* _Aim of the exercise_
Which of the lines below include "Drive"? Each one should be copied out.

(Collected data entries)
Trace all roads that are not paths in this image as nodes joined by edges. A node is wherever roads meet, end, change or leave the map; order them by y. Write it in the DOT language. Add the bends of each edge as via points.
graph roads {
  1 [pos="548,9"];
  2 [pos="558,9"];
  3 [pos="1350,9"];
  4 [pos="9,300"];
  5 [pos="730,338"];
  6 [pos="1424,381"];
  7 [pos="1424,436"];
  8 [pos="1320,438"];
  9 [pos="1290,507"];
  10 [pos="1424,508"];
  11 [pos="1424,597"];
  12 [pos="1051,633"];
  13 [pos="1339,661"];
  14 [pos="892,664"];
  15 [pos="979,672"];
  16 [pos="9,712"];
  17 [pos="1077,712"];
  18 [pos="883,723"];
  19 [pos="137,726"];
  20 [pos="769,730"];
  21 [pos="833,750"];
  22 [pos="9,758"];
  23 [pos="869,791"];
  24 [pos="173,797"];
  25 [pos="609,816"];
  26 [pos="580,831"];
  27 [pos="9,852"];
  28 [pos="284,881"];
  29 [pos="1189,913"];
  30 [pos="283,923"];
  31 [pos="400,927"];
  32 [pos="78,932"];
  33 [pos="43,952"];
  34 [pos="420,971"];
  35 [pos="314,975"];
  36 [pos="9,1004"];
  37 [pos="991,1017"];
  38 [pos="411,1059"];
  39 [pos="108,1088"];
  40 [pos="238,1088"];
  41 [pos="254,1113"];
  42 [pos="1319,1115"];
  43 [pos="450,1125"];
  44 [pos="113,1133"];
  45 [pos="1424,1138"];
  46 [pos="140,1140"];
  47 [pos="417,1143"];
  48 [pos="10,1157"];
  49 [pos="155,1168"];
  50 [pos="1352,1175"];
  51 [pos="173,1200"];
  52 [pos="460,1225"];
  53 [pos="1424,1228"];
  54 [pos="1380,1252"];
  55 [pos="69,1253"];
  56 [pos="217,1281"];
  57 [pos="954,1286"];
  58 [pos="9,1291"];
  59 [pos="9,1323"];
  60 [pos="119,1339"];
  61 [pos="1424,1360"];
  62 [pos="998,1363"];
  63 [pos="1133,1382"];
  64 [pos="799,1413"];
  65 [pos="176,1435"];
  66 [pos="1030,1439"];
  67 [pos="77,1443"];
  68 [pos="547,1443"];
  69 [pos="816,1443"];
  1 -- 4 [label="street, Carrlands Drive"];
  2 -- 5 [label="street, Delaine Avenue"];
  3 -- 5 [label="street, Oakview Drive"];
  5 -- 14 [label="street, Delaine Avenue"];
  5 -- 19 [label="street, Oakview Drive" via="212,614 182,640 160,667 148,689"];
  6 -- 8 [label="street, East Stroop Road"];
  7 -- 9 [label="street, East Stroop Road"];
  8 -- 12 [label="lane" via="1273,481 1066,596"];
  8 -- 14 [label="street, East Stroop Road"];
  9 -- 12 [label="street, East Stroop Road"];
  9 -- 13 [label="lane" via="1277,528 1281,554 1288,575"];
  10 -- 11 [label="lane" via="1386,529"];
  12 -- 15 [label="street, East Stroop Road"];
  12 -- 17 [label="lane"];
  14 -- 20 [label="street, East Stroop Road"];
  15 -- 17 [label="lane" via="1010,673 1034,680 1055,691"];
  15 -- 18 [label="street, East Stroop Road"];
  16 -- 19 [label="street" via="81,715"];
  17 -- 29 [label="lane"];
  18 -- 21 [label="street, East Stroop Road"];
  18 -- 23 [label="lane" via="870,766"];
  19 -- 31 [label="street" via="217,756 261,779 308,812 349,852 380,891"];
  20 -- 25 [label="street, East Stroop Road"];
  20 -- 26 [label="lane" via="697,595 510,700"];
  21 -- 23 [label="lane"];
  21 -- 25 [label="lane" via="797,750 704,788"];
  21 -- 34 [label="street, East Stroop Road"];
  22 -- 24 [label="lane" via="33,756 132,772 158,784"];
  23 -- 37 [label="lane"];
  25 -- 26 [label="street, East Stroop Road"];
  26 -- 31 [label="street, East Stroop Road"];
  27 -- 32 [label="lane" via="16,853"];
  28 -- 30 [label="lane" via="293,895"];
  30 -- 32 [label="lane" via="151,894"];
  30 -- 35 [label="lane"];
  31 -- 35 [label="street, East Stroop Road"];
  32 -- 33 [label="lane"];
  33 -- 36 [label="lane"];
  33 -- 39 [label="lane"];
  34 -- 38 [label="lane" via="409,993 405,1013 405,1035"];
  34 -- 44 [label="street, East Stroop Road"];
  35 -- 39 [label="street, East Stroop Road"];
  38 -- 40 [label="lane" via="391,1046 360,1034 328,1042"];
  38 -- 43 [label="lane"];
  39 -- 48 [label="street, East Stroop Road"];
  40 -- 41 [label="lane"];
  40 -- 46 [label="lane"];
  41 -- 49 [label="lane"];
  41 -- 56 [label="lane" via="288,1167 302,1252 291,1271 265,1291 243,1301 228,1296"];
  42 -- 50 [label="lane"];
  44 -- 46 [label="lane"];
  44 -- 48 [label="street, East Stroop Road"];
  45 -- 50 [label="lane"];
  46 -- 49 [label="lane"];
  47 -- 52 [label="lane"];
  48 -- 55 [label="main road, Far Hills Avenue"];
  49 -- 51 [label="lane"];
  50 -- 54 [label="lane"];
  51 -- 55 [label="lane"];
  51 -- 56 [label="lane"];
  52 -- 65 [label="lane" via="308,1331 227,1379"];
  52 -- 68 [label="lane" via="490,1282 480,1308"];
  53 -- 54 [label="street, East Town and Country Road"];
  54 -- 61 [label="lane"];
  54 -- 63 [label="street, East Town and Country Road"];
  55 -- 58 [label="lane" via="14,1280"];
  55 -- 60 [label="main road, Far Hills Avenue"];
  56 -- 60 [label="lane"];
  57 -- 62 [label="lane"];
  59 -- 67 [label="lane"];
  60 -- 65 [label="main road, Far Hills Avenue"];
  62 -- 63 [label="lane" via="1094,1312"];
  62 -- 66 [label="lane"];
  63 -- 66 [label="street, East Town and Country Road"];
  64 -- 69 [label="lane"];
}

* _Solution to this task_
  1 -- 4 [label="street, Carrlands Drive"];
  3 -- 5 [label="street, Oakview Drive"];
  5 -- 19 [label="street, Oakview Drive" via="212,614 182,640 160,667 148,689"];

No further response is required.